- Sarkar Colony - Theatrical poster
- Directed by: V. S. Jayakrishna
- Written by: V. C. Ashok
- Produced by: Swetham Creations
- Starring: Mukesh Devayani
- Cinematography: Saloo George
- Edited by: Manoj
- Music by: M. G. Sreekumar Rajeev Alunkal(lyrics)
- Release date: 23 September 2011;
- Country: India
- Language: Malayalam

= Sarkar Colony =

2011 Malayalam movie

Sarkar Colony is a 2011 Indian Malayalam-language film directed by V. S. Jayakrishna, starring Mukesh and Devayani as the lead pair.

==Plot==
Sarkar Colony portrays the lives of ordinary government servants who with their meagre wages, struggle to make both ends meet.

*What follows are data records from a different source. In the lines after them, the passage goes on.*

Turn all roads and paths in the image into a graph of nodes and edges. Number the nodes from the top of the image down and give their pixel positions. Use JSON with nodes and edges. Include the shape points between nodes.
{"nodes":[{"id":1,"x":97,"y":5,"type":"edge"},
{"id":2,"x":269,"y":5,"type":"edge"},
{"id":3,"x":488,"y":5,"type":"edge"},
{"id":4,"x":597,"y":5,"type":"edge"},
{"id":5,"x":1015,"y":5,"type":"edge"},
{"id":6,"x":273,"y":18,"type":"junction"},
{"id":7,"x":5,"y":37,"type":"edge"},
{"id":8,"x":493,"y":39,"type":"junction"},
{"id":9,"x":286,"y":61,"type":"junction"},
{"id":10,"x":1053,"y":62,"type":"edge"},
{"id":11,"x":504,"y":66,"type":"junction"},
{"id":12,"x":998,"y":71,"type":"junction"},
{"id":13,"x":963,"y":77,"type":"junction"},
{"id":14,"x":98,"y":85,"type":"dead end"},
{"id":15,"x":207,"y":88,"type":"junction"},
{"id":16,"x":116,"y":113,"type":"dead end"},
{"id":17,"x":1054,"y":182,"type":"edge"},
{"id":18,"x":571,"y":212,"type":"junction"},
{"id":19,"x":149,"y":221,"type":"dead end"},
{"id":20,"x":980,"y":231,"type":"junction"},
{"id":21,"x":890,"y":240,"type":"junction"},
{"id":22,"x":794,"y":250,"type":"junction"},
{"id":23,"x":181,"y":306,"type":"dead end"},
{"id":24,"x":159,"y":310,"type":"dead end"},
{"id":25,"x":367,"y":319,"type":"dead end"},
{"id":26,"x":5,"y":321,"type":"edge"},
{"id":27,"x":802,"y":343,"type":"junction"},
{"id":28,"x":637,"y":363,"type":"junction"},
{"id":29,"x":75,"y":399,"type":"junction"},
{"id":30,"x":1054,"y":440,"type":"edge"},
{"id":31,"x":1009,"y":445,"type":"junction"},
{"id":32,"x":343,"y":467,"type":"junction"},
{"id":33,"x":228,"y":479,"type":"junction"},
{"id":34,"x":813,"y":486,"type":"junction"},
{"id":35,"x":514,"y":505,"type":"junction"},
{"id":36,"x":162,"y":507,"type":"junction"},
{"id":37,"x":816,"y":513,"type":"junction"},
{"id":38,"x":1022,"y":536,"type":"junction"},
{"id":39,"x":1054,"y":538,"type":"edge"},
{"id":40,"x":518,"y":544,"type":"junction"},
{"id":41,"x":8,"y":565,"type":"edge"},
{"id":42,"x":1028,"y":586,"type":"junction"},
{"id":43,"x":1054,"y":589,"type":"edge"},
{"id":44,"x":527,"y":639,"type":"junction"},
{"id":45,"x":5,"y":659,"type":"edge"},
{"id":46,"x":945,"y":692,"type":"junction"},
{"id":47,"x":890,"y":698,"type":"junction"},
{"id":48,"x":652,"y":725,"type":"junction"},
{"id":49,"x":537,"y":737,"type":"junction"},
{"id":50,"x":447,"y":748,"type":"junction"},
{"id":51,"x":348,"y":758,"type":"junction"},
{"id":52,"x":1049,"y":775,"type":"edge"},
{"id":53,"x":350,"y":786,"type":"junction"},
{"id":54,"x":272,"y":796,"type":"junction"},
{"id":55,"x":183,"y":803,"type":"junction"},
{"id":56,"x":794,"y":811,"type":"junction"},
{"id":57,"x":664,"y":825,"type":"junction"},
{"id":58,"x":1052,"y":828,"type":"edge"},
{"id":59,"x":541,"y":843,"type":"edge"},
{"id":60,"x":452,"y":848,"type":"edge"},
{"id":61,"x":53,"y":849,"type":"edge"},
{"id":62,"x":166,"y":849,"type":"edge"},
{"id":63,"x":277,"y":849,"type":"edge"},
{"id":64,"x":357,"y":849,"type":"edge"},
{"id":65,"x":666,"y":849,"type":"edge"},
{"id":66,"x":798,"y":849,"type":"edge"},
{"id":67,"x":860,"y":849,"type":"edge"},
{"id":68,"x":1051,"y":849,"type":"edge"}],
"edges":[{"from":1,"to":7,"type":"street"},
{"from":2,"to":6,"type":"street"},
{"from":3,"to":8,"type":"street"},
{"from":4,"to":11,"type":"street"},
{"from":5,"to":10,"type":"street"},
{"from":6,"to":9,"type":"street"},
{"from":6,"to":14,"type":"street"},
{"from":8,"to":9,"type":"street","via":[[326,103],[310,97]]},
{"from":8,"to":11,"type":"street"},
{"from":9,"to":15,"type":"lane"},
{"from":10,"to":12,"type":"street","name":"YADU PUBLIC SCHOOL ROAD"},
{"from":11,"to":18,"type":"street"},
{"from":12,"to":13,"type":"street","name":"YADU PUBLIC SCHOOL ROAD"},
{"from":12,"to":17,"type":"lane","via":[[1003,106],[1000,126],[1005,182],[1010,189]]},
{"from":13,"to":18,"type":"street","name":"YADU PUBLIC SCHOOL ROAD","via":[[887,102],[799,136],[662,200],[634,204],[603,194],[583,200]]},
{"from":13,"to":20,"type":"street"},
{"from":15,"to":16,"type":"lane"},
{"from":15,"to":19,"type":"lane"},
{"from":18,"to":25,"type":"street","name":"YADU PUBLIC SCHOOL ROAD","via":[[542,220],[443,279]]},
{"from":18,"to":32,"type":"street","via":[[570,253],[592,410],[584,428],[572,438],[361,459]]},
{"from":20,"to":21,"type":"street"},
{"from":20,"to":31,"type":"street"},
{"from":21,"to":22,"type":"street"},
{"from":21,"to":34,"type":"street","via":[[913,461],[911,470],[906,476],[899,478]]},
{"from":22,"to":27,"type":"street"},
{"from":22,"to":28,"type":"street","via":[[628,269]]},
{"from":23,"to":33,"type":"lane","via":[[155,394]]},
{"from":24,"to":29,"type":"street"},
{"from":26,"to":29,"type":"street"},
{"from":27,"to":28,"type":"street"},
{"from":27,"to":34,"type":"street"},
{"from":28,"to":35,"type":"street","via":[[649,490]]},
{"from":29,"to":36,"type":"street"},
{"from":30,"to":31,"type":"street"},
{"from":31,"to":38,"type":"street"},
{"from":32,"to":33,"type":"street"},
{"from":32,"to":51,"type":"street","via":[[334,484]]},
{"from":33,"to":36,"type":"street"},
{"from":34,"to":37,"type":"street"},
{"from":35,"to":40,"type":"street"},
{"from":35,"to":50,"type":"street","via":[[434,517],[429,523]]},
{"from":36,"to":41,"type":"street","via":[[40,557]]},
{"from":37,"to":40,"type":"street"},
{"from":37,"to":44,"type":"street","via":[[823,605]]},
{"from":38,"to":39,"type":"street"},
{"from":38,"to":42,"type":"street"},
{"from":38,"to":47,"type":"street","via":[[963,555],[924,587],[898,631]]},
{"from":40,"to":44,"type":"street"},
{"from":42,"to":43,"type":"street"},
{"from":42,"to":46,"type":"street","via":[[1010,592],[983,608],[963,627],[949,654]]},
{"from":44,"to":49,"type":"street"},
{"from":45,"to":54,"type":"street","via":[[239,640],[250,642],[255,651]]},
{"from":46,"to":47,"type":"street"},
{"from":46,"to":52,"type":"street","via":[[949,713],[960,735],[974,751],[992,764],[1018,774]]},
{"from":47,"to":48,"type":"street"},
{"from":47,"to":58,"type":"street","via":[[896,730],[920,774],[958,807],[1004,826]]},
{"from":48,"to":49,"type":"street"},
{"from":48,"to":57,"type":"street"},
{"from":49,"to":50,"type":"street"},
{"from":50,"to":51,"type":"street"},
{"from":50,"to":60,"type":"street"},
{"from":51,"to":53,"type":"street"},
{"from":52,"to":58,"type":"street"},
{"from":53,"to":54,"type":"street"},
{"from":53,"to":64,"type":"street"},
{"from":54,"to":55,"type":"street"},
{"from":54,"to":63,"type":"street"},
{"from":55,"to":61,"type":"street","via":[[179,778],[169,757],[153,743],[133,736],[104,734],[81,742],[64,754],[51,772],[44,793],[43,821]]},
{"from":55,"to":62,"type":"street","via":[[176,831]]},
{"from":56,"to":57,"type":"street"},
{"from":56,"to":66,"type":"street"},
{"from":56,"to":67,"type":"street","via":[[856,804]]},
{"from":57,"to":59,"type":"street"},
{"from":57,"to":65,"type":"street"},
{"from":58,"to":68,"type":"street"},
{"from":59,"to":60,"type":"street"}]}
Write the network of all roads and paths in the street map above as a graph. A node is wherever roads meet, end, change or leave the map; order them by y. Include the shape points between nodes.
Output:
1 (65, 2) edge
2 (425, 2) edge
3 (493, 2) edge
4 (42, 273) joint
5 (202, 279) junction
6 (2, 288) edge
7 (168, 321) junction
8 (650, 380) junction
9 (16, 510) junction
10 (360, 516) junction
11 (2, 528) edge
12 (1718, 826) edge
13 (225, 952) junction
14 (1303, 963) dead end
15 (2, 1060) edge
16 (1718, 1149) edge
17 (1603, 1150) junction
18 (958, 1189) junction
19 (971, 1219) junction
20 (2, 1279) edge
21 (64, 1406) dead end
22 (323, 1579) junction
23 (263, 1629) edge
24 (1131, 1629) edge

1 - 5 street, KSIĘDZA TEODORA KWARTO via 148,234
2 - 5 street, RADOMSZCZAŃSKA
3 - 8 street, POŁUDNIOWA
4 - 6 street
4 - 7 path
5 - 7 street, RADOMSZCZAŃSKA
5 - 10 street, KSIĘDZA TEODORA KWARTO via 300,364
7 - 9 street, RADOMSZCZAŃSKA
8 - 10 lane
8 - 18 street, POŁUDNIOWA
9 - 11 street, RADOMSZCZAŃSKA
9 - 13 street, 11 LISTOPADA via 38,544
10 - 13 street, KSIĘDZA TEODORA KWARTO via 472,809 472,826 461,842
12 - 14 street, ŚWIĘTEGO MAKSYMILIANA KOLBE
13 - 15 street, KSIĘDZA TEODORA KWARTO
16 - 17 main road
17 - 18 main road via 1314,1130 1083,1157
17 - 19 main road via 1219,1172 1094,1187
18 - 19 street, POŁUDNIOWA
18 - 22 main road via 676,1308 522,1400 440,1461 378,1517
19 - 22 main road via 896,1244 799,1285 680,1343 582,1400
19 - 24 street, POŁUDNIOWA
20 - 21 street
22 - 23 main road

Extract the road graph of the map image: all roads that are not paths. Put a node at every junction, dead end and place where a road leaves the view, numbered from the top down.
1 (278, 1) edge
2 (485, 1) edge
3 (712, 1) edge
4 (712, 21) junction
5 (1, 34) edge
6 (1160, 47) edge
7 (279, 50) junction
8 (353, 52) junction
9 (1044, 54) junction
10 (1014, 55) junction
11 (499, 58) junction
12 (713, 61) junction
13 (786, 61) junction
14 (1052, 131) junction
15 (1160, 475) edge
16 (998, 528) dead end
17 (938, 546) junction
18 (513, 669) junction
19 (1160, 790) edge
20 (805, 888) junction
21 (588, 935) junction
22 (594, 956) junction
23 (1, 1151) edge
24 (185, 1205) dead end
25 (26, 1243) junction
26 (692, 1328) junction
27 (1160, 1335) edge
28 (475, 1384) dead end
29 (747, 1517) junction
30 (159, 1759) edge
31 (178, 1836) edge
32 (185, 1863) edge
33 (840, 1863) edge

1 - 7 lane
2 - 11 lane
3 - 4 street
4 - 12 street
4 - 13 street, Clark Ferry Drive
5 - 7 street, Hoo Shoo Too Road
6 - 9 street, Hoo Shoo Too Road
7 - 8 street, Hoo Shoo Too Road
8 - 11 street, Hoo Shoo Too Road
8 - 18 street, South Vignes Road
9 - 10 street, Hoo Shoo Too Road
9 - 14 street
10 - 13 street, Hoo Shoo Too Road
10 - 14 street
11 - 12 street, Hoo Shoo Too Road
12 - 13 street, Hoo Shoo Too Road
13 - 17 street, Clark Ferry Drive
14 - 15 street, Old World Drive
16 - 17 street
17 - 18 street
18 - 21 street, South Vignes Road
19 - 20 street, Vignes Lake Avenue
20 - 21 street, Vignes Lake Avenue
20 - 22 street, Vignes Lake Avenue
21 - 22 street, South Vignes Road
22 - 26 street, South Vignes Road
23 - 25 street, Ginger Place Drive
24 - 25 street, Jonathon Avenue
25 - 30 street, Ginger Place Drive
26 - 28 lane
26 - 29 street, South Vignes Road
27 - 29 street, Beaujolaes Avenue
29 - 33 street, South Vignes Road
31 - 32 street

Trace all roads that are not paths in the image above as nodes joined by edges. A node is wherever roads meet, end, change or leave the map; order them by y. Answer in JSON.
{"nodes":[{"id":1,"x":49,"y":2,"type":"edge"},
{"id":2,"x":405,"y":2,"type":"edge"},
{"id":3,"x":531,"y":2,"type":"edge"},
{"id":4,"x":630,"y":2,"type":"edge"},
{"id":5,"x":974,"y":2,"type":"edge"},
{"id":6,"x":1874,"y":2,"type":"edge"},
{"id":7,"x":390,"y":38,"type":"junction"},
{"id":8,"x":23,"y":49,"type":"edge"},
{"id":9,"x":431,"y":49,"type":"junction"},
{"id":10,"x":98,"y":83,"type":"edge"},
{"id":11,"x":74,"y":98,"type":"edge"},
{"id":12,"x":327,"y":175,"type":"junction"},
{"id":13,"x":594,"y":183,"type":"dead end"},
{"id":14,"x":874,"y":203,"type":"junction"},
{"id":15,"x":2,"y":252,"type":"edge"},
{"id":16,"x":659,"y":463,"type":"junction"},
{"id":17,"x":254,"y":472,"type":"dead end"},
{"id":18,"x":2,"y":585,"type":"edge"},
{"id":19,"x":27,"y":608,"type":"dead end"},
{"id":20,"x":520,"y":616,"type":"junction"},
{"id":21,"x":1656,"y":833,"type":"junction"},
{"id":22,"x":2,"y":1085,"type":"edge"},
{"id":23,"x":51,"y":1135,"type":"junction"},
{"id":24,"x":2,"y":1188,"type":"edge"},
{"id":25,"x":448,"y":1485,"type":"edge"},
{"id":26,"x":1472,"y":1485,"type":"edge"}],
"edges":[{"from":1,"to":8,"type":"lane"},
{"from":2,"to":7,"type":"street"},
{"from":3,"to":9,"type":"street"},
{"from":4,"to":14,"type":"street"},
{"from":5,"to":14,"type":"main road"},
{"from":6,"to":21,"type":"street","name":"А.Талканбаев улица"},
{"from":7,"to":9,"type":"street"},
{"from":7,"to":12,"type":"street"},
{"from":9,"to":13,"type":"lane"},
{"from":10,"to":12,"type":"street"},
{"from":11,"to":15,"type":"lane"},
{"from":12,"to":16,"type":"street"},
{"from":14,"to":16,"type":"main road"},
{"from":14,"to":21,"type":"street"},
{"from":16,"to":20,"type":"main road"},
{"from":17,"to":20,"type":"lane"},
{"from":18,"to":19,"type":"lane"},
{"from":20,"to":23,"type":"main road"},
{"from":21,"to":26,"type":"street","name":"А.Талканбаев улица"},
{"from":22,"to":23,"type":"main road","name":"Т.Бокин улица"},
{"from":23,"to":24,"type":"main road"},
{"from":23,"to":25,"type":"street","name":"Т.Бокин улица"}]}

Some of them turn to some extra business ventures to earn some quick money.

==Soundtrack==

The music of Sarkar Colony was composed by M. G. Sreekumar. The lyrics are written by Bichu Thirumala and Rajeev Alumkal.

The film has three songs. The singers in the film are M. G. Sreekumar, Nayana, Afsal and Madhu Balakrishnan.

| No. | Title | Singer(s) | Length |
|---|---|---|---|
| 1. | "Colonikku Kaavalaayi" | M. G. Sreekumar, Nayana |  |
| 2. | "Kala Kala Kala" | Afsal |  |
| 3. | "Vennilaavinazhake" | Madhu Balakrishnan |  |

==Production==
The film has been completed in a single schedule and in a record time of twenty three days. It was shot on locations in Thiruvananthapuram.